[The data Boundary: Start]
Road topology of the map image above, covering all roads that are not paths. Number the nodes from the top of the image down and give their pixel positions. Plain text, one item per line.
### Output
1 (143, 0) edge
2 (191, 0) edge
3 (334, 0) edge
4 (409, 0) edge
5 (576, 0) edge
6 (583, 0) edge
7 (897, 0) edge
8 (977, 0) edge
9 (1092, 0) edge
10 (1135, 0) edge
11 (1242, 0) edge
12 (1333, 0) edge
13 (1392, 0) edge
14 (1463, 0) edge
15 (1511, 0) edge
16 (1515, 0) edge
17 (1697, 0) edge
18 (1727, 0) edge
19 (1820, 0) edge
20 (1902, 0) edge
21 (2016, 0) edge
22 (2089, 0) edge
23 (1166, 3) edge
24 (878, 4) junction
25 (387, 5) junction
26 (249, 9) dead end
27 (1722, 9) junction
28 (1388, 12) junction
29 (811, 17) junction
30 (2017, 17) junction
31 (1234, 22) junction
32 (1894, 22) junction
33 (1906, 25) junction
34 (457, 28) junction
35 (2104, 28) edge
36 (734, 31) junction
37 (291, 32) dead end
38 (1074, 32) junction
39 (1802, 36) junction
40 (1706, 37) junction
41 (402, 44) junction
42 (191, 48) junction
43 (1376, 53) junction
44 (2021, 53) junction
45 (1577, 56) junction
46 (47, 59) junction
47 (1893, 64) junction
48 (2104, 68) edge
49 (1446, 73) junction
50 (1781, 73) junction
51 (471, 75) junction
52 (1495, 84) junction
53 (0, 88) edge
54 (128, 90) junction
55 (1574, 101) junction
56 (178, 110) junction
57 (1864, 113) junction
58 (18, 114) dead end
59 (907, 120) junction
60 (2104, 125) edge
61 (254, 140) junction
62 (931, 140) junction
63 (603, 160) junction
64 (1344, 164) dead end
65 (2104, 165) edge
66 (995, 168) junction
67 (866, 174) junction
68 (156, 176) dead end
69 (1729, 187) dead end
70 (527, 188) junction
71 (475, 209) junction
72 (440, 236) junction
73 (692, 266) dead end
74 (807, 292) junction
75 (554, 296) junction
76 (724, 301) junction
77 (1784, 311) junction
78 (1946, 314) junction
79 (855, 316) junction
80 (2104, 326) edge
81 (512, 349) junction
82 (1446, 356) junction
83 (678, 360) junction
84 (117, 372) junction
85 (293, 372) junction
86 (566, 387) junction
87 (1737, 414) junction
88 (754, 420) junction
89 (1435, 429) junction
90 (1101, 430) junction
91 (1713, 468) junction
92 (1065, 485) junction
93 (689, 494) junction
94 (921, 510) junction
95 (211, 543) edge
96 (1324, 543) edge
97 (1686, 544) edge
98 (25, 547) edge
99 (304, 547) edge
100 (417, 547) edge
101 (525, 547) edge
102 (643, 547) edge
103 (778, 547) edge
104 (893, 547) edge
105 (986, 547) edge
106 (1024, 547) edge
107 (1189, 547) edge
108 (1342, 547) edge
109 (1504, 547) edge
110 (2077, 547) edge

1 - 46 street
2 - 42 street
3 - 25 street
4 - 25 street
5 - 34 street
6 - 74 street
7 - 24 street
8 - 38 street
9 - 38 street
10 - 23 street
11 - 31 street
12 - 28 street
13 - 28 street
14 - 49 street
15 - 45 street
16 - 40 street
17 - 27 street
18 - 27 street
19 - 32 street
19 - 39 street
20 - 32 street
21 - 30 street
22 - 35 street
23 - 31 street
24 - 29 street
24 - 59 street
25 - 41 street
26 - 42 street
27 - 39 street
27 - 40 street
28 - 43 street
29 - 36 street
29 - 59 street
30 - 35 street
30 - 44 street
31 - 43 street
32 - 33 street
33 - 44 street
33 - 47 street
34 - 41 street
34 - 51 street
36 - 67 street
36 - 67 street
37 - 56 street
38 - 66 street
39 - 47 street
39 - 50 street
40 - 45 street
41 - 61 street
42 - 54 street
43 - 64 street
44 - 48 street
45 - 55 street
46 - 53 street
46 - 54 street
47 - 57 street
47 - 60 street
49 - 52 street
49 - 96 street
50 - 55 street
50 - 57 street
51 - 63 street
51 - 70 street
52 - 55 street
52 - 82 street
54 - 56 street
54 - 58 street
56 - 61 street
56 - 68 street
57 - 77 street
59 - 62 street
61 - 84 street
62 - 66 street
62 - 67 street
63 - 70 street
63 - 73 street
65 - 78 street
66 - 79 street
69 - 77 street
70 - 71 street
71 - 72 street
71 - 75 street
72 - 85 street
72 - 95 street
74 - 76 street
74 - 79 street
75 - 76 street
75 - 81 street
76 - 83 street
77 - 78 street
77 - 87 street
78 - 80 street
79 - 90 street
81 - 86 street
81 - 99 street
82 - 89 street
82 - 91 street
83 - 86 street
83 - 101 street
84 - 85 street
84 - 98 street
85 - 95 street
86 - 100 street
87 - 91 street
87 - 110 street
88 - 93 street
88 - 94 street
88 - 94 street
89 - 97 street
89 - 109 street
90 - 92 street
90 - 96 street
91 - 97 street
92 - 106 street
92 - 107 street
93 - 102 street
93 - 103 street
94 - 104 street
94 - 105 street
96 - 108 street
[The data Boundary: End]
> _Task description_:
In the listing, find all lines with the string "dead" and copy them.

> _Written response_:
26 (249, 9) dead end
37 (291, 32) dead end
58 (18, 114) dead end
64 (1344, 164) dead end
68 (156, 176) dead end
69 (1729, 187) dead end
73 (692, 266) dead end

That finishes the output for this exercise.